Go through the records, and copy each line in which the string "with" is present.

───── Given information

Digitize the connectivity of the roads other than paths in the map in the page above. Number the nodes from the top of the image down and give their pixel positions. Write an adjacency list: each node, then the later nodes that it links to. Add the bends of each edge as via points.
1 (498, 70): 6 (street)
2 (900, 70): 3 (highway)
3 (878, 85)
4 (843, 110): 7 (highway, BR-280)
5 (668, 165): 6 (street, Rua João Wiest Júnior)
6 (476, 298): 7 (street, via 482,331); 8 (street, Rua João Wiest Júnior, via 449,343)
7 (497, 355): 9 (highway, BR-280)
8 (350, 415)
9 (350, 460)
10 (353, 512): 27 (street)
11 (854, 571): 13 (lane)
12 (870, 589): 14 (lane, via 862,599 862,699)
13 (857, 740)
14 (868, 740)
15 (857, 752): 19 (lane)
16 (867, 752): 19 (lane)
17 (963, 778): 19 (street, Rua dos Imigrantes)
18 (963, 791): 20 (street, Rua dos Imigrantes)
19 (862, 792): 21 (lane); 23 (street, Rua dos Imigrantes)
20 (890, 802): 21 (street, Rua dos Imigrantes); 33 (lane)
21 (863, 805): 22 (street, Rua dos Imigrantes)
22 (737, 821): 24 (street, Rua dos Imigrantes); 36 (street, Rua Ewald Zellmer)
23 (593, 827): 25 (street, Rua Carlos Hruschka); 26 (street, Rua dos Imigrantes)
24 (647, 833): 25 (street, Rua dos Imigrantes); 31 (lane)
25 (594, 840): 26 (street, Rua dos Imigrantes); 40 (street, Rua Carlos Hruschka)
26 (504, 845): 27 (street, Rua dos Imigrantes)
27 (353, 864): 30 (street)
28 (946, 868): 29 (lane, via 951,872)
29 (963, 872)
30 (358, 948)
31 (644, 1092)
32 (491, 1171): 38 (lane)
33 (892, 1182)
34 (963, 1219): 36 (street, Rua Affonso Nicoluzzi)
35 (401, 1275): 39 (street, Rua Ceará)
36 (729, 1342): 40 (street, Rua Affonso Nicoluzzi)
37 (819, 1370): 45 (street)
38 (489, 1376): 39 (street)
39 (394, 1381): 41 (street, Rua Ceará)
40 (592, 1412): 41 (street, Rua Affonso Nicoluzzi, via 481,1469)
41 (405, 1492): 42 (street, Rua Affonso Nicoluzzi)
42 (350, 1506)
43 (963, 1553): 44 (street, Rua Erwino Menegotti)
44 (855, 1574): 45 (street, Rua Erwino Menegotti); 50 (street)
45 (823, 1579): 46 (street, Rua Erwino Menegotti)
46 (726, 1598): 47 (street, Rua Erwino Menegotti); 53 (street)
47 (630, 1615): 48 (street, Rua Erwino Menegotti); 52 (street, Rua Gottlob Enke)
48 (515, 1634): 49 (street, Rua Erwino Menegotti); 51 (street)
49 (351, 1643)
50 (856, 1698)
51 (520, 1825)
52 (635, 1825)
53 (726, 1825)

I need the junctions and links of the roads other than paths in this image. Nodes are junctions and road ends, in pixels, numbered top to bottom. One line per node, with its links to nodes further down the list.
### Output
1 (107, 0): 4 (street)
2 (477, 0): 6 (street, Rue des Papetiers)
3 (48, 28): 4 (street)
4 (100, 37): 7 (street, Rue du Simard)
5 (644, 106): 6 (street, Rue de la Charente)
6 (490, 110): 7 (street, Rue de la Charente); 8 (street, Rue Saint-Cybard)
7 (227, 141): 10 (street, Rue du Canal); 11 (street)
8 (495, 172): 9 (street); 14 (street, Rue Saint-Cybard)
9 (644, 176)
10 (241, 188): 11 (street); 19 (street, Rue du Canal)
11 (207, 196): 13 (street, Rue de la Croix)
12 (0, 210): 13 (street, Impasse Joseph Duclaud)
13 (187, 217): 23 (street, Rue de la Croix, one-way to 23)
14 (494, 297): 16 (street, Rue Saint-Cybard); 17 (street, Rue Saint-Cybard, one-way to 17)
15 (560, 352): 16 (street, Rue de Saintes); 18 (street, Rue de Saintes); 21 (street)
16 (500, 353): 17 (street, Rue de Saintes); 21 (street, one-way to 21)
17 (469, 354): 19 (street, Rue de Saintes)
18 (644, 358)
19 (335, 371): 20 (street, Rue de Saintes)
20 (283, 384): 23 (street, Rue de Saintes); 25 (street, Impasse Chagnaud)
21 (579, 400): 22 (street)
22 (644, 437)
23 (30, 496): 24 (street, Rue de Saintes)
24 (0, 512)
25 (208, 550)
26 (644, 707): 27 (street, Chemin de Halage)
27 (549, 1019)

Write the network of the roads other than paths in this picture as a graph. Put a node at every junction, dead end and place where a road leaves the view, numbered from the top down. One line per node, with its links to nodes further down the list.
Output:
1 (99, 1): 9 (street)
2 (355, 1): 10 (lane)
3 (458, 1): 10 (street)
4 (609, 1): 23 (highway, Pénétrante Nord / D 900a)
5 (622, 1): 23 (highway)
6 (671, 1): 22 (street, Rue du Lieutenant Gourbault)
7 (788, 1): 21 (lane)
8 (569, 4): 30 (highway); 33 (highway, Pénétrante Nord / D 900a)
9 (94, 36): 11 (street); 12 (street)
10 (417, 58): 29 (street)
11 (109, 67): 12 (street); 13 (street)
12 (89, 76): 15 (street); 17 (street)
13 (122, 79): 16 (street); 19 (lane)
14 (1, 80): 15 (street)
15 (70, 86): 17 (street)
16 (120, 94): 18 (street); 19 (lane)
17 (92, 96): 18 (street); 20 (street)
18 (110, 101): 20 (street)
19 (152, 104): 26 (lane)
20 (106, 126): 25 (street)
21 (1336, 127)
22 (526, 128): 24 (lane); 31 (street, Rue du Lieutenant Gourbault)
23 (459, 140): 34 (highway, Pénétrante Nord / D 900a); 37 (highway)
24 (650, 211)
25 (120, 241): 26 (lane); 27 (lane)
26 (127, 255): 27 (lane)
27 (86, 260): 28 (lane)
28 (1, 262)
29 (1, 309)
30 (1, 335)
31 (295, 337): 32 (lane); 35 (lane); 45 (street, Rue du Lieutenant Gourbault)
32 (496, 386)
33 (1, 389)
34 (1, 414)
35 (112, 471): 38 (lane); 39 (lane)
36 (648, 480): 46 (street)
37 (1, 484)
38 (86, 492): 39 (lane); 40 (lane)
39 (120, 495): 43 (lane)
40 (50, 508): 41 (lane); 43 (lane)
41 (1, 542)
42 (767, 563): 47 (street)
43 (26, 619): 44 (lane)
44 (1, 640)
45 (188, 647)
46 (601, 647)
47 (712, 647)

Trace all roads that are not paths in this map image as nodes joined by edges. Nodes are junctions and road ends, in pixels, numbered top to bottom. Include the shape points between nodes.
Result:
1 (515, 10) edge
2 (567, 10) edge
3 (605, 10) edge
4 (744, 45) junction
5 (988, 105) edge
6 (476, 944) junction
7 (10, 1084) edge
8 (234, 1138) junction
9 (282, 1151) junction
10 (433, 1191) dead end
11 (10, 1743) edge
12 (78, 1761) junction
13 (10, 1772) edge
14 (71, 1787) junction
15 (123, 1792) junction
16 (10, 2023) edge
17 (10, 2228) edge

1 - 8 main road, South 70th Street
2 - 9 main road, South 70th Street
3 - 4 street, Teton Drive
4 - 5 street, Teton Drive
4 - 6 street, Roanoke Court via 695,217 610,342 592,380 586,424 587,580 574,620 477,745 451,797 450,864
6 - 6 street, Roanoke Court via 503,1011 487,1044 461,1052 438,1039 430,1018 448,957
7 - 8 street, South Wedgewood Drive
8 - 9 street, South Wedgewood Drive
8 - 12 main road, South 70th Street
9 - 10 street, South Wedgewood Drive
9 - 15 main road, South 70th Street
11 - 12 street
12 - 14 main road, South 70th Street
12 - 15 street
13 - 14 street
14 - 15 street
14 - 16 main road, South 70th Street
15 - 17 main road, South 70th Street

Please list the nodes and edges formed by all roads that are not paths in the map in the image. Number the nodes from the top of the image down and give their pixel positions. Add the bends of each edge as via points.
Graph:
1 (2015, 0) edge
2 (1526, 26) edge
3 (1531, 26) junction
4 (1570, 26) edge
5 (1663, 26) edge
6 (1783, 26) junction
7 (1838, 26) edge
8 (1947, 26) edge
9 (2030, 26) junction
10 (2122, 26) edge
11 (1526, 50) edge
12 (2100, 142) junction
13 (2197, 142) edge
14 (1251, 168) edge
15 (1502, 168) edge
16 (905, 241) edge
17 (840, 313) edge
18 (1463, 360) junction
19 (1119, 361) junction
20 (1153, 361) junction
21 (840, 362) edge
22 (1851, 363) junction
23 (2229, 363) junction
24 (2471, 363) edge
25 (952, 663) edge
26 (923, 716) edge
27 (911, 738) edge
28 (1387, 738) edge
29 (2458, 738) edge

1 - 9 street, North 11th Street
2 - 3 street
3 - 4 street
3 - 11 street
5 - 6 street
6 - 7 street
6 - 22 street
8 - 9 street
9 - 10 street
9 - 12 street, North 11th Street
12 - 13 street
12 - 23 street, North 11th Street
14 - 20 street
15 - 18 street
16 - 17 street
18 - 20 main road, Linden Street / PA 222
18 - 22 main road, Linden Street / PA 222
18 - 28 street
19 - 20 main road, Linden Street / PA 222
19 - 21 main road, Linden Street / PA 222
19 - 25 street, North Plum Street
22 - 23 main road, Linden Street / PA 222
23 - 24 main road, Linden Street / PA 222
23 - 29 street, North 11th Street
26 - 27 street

──────────

* Exercise result:
I need the junctions and links of the roads other than paths in this image. Nodes are junctions and road ends, in pixels, numbered top to bottom. One line per node, with its links to nodes further down the list.
Write the network of the roads other than paths in this picture as a graph. Put a node at every junction, dead end and place where a road leaves the view, numbered from the top down. One line per node, with its links to nodes further down the list.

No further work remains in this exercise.